(EXTRACTED MATERIAL Opens)

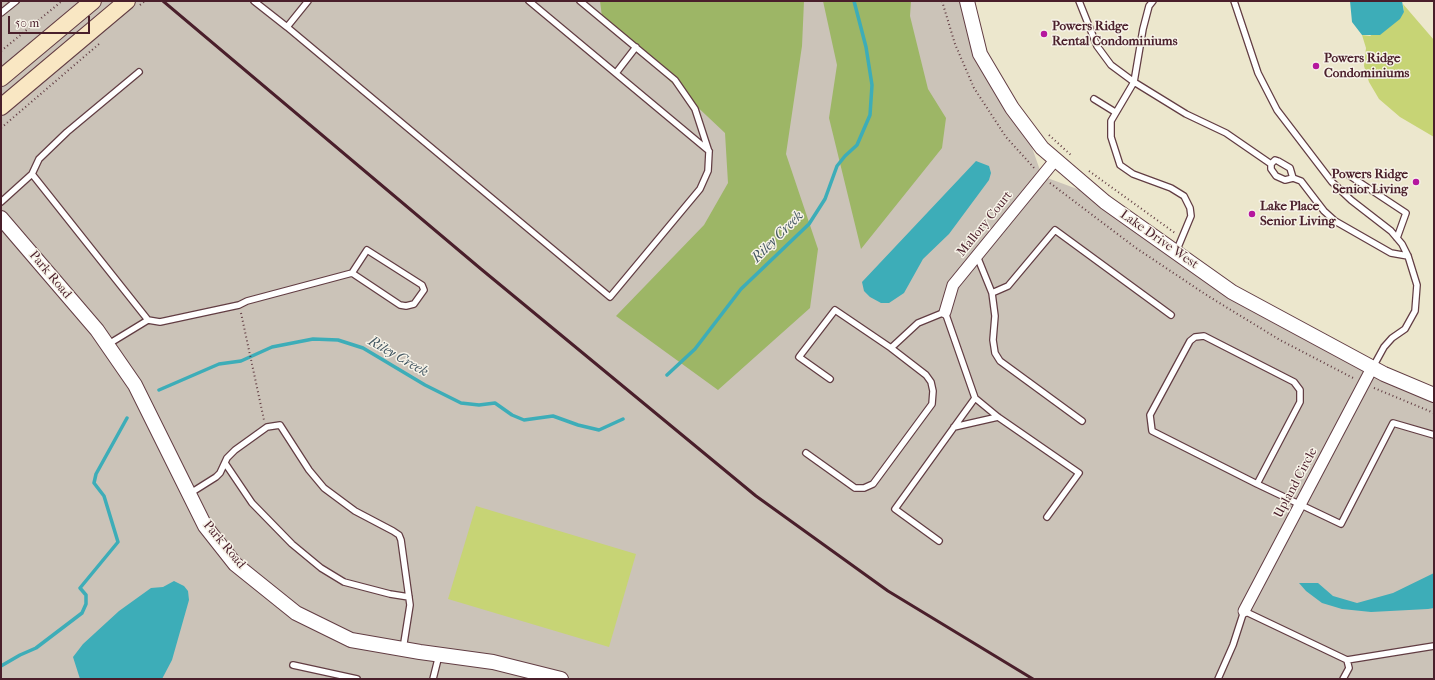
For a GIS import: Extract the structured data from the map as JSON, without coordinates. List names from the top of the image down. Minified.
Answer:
{"streets":{"street":["Mallory Court","Lake Drive West","Park Road","Upland Circle"]},"crossings":[["Mallory Court","Lake Drive West"],["Lake Drive West","Upland Circle"]],"water":["Riley Creek"],"places":["Powers Ridge Rental Condominiums","Powers Ridge Condominiums","Powers Ridge Senior Living","Lake Place Senior Living"],"scale_bar":"50 m"}
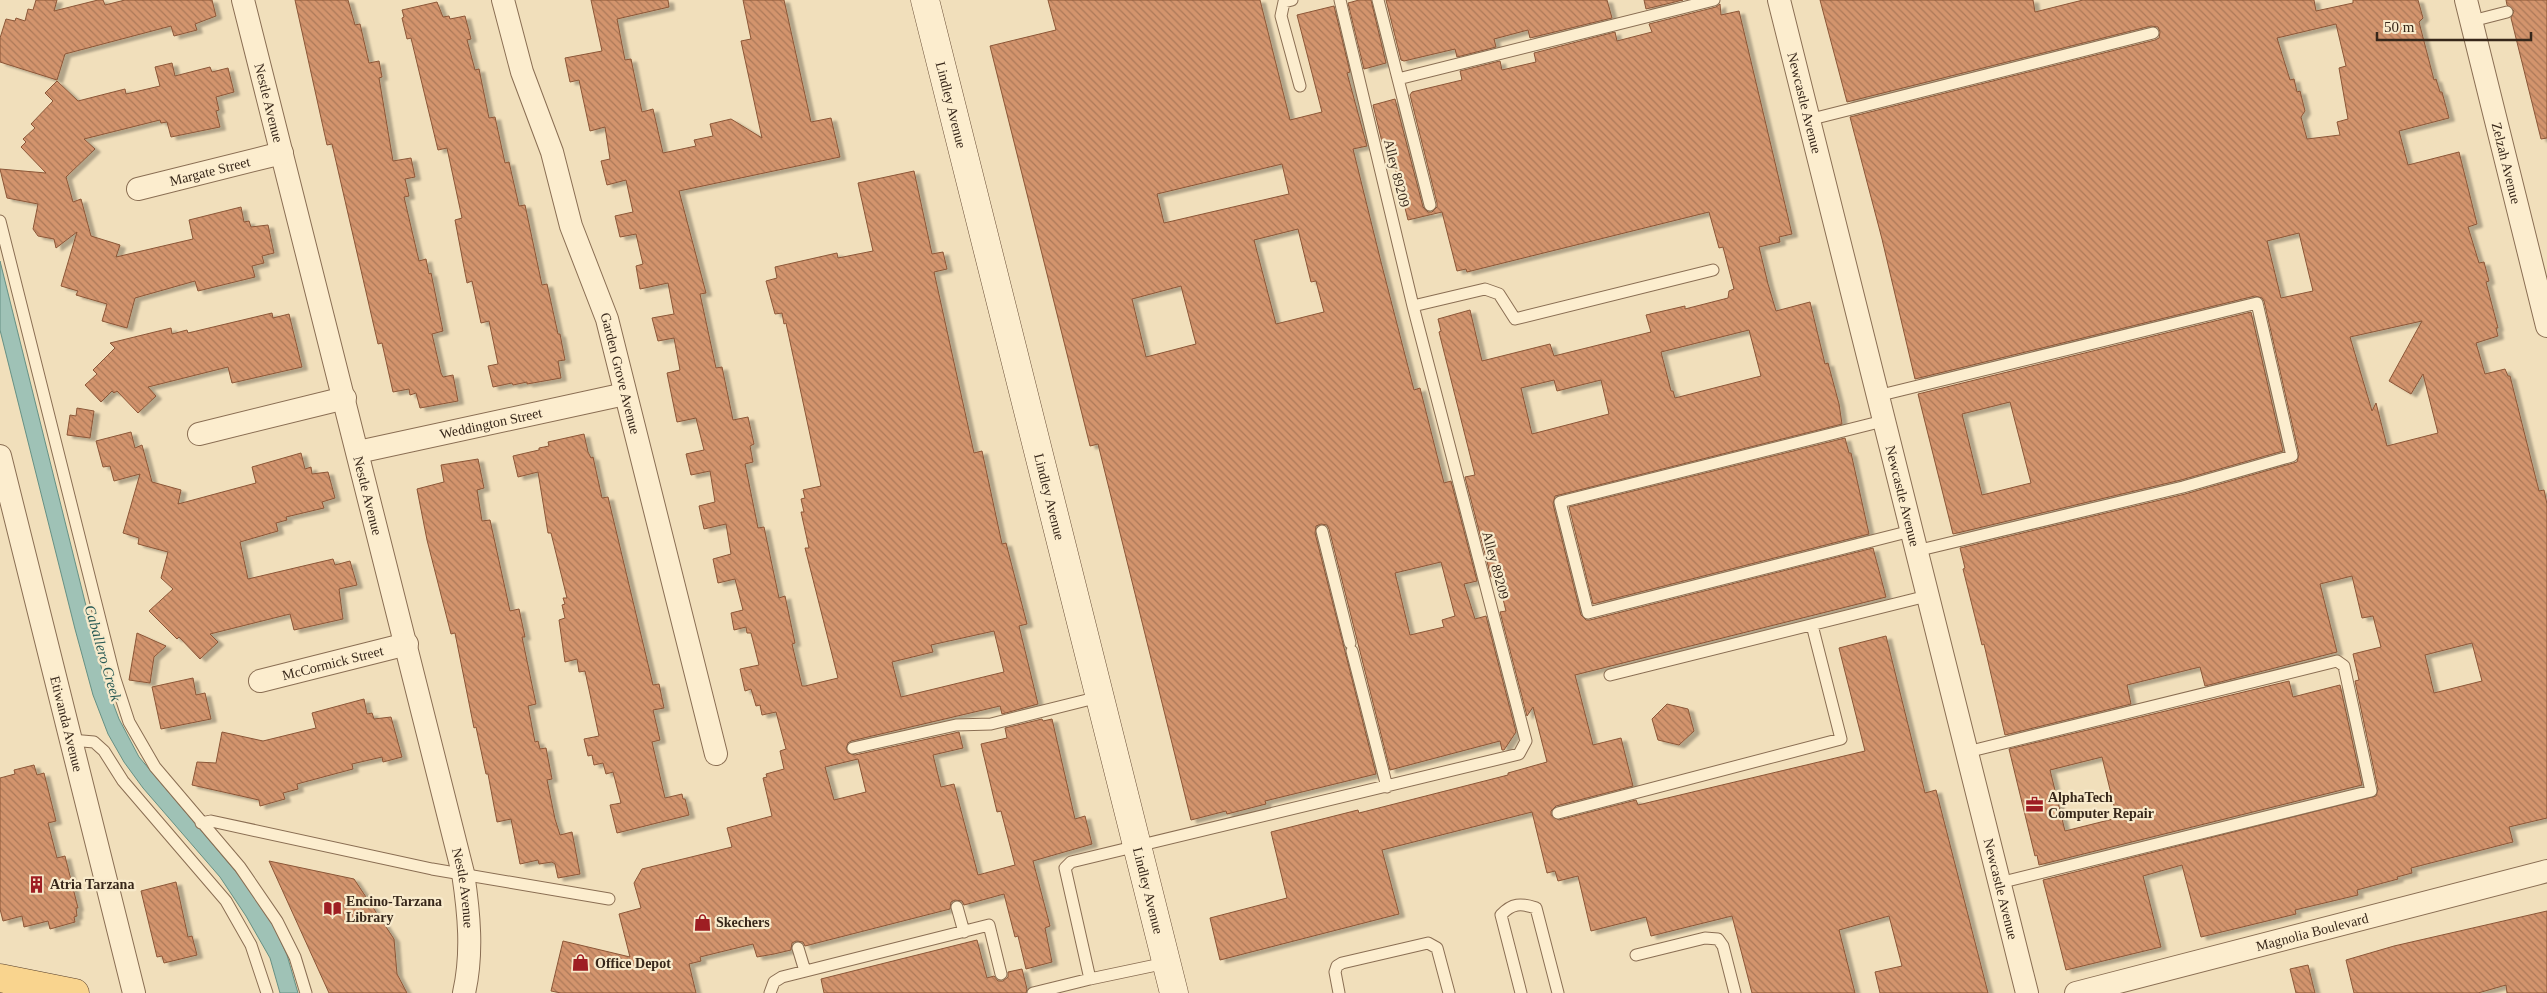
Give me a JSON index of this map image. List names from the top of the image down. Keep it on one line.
{"streets":{"main road":["Lindley Avenue"],"street":["Nestle Avenue","Newcastle Avenue","Zelzah Avenue","Margate Street","Garden Grove Avenue","Weddington Street","McCormick Street","Etiwanda Avenue","Magnolia Boulevard"],"lane":["Alley 89209"]},"crossings":[["Nestle Avenue","Margate Street"],["Nestle Avenue","Weddington Street"],["Nestle Avenue","McCormick Street"],["Lindley Avenue","Alley 89209"],["Garden Grove Avenue","Weddington Street"]],"water":["Caballero Creek"],"places":{"office":["AlphaTech Computer Repair"],"building":["Atria Tarzana"],"library":["Encino-Tarzana Library"],"shop":["Skechers","Office Depot"]},"scale_bar":"50 m"}
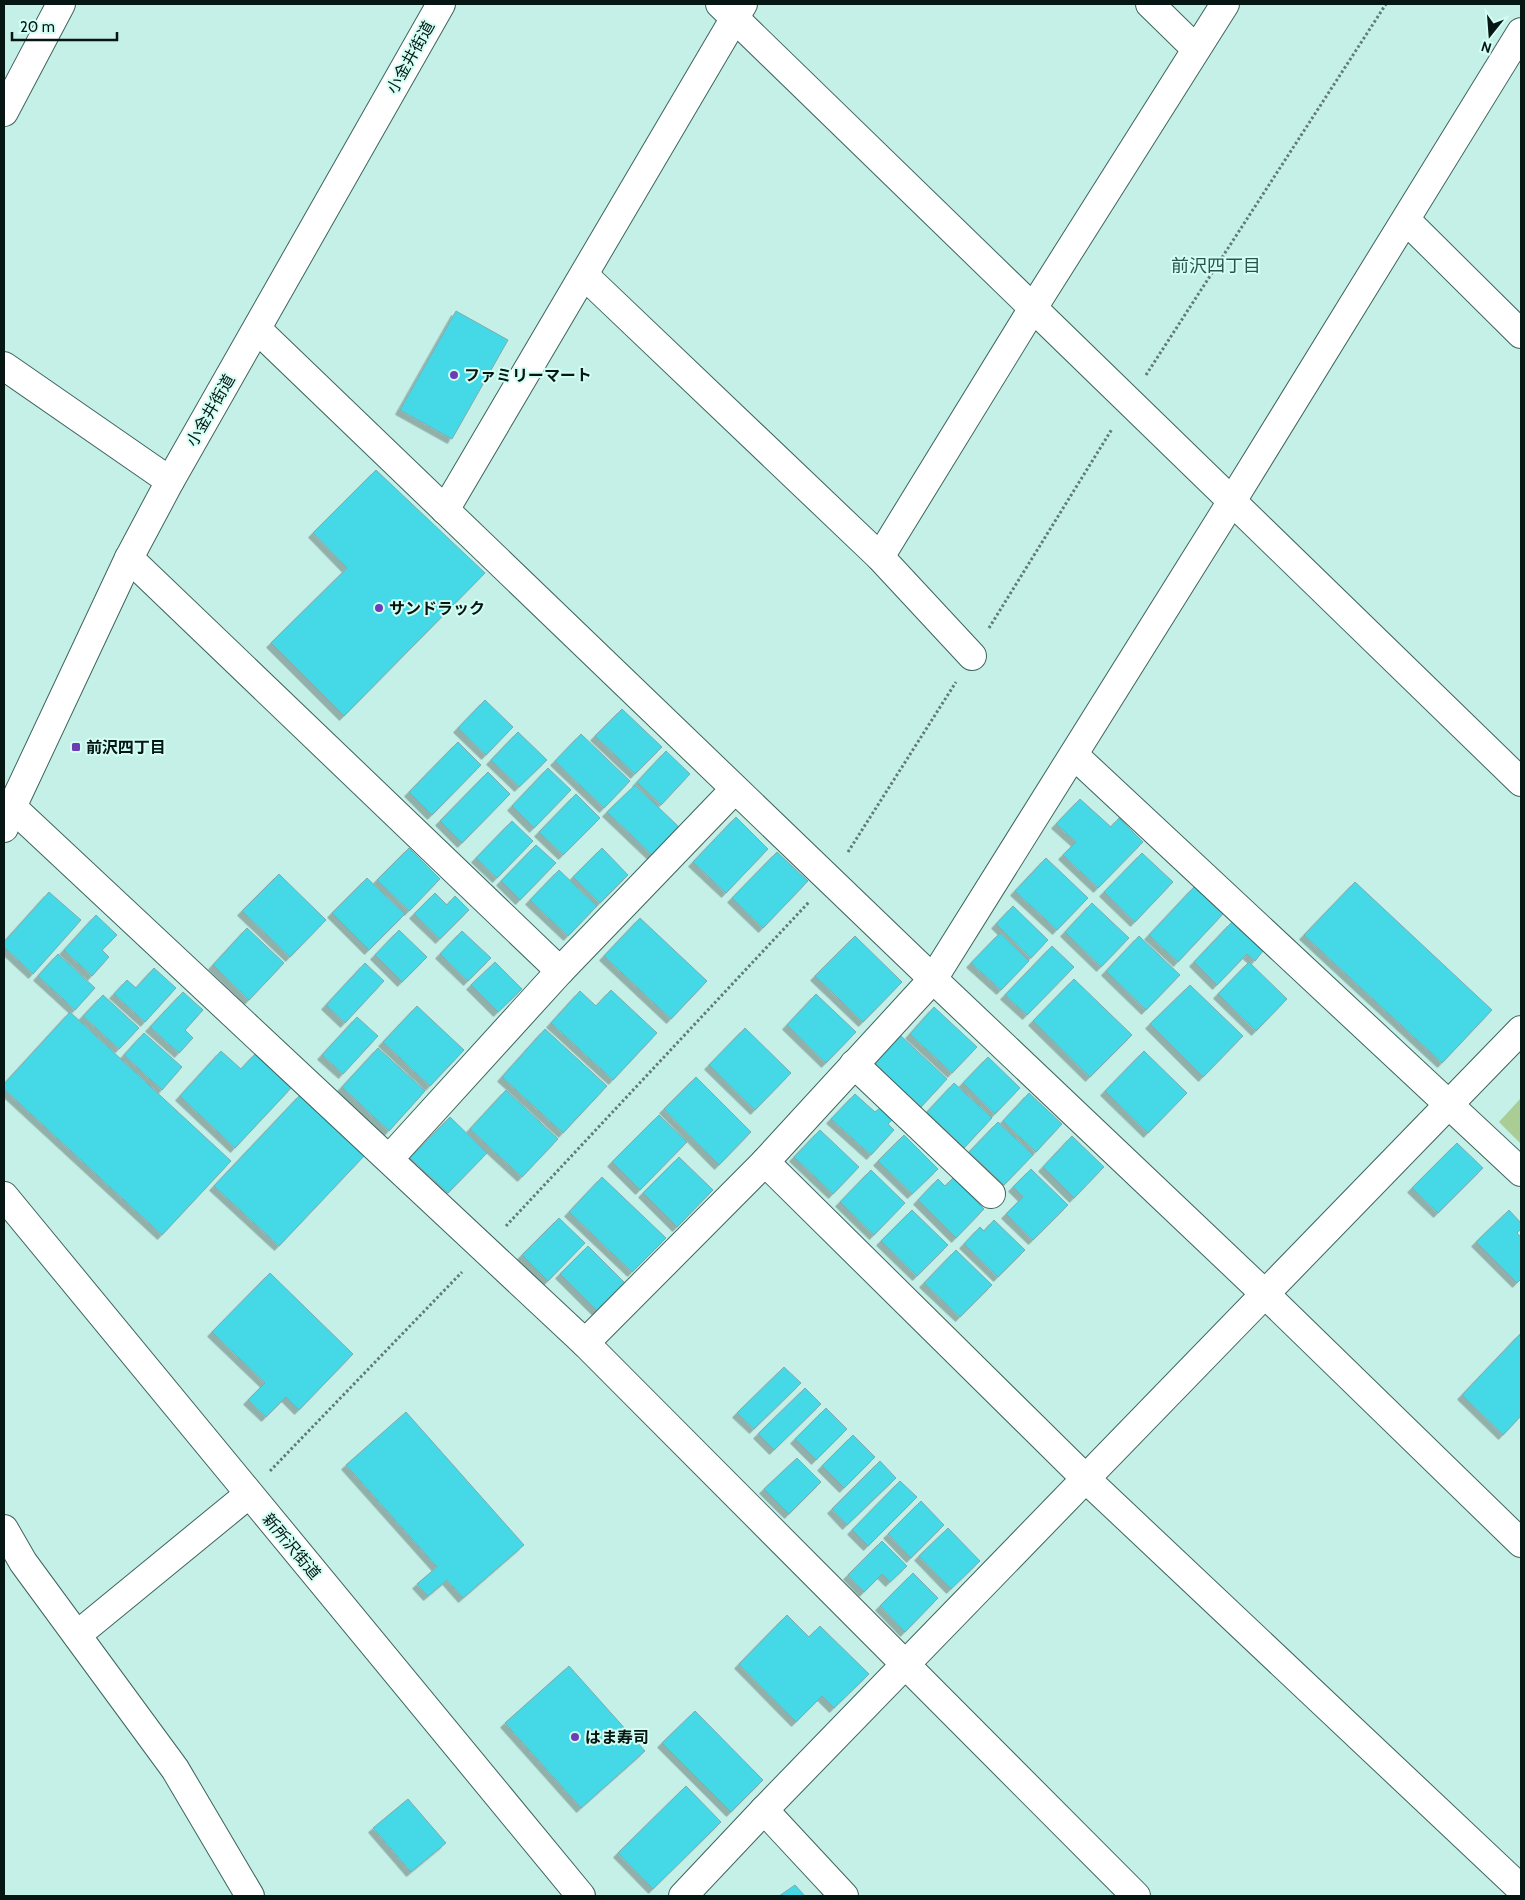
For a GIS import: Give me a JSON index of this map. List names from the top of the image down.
{
  "streets": {
    "street": ["小金井街道", "新所沢街道"]
  },
  "districts": ["前沢四丁目"],
  "places": {
    "other": ["ファミリーマート", "サンドラック", "はま寿司"],
    "transit": ["前沢四丁目"]
  },
  "scale_bar": "20 m",
  "north": "bottom"
}
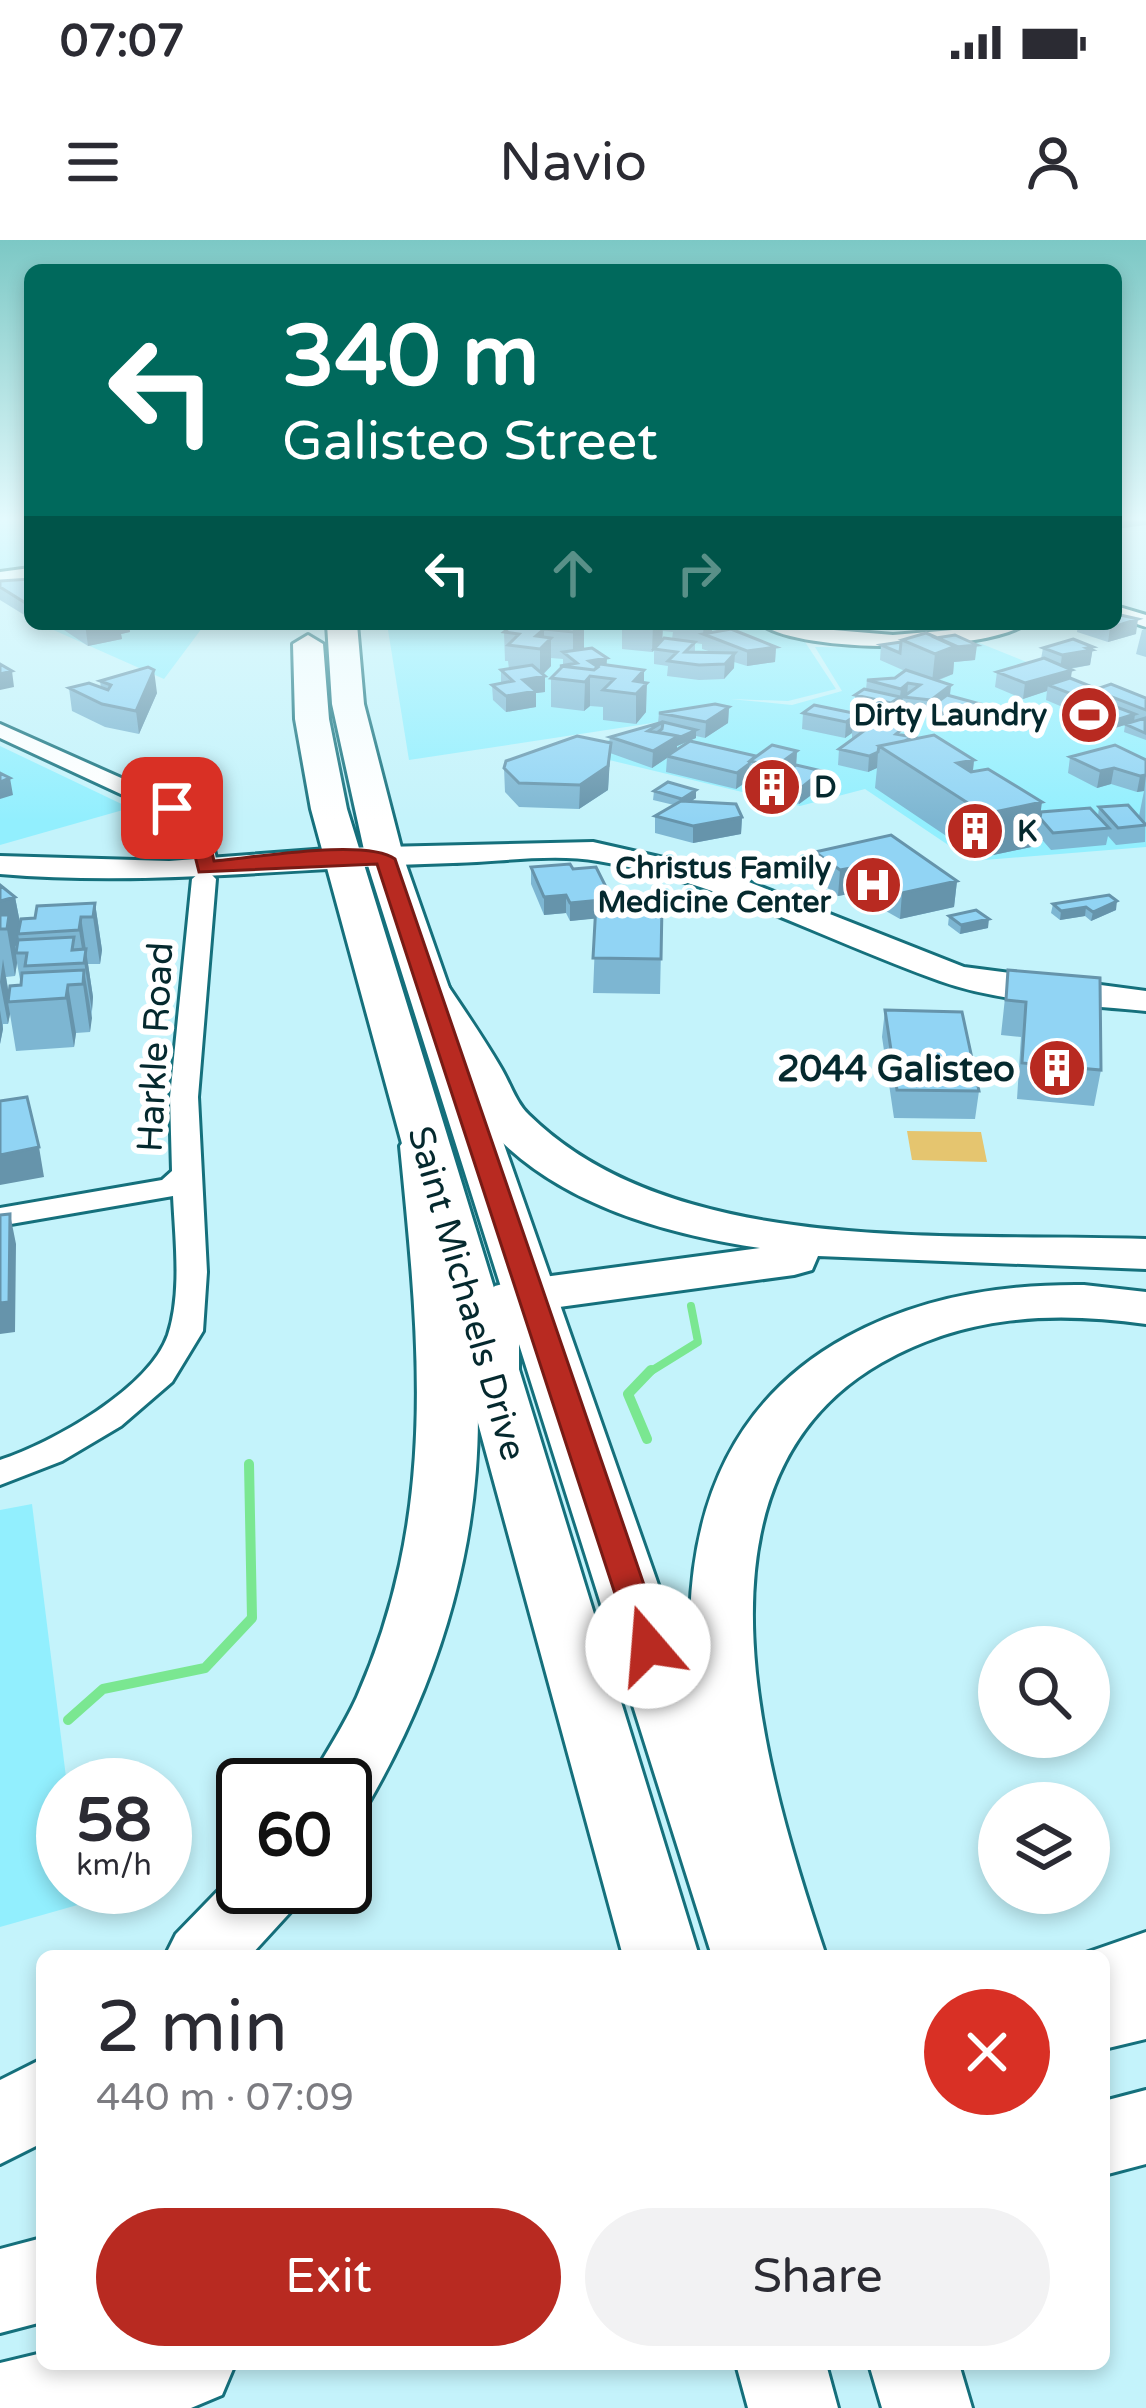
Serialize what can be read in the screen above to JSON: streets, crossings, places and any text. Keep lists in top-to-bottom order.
{
  "streets": {
    "main road": ["Saint Michaels Drive"],
    "street": ["Harkle Road"]
  },
  "places": {
    "sports": ["Dirty Laundry"],
    "building": ["D", "K", "2044 Galisteo"],
    "hospital": ["Christus Family Medicine Center"]
  },
  "page": {
    "status": "07:07",
    "header": "Navio",
    "turn": ["340 m", "Galisteo Street"],
    "speed": "58 km/h",
    "limit": "60",
    "heading": ["2 min", "440 m · 07:09"],
    "buttons": ["Exit", "Share"]
  }
}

(EXTRACTED MATERIAL Closes)

**WHAT YOU NEED TO DO:**
Exact copies of the lines from the one containing "Give me a JSON index of this map image." through the end of the records above are required, with no pictures among them.

**THE ANSWER:**
Give me a JSON index of this map image. List names from the top of the image down. Keep it on one line.
{"streets":{"main road":["Lindley Avenue"],"street":["Nestle Avenue","Newcastle Avenue","Zelzah Avenue","Margate Street","Garden Grove Avenue","Weddington Street","McCormick Street","Etiwanda Avenue","Magnolia Boulevard"],"lane":["Alley 89209"]},"crossings":[["Nestle Avenue","Margate Street"],["Nestle Avenue","Weddington Street"],["Nestle Avenue","McCormick Street"],["Lindley Avenue","Alley 89209"],["Garden Grove Avenue","Weddington Street"]],"water":["Caballero Creek"],"places":{"office":["AlphaTech Computer Repair"],"building":["Atria Tarzana"],"library":["Encino-Tarzana Library"],"shop":["Skechers","Office Depot"]},"scale_bar":"50 m"}
For a GIS import: Give me a JSON index of this map. List names from the top of the image down.
{
  "streets": {
    "street": ["小金井街道", "新所沢街道"]
  },
  "districts": ["前沢四丁目"],
  "places": {
    "other": ["ファミリーマート", "サンドラック", "はま寿司"],
    "transit": ["前沢四丁目"]
  },
  "scale_bar": "20 m",
  "north": "bottom"
}
Serialize what can be read in the screen above to JSON: streets, crossings, places and any text. Keep lists in top-to-bottom order.
{
  "streets": {
    "main road": ["Saint Michaels Drive"],
    "street": ["Harkle Road"]
  },
  "places": {
    "sports": ["Dirty Laundry"],
    "building": ["D", "K", "2044 Galisteo"],
    "hospital": ["Christus Family Medicine Center"]
  },
  "page": {
    "status": "07:07",
    "header": "Navio",
    "turn": ["340 m", "Galisteo Street"],
    "speed": "58 km/h",
    "limit": "60",
    "heading": ["2 min", "440 m · 07:09"],
    "buttons": ["Exit", "Share"]
  }
}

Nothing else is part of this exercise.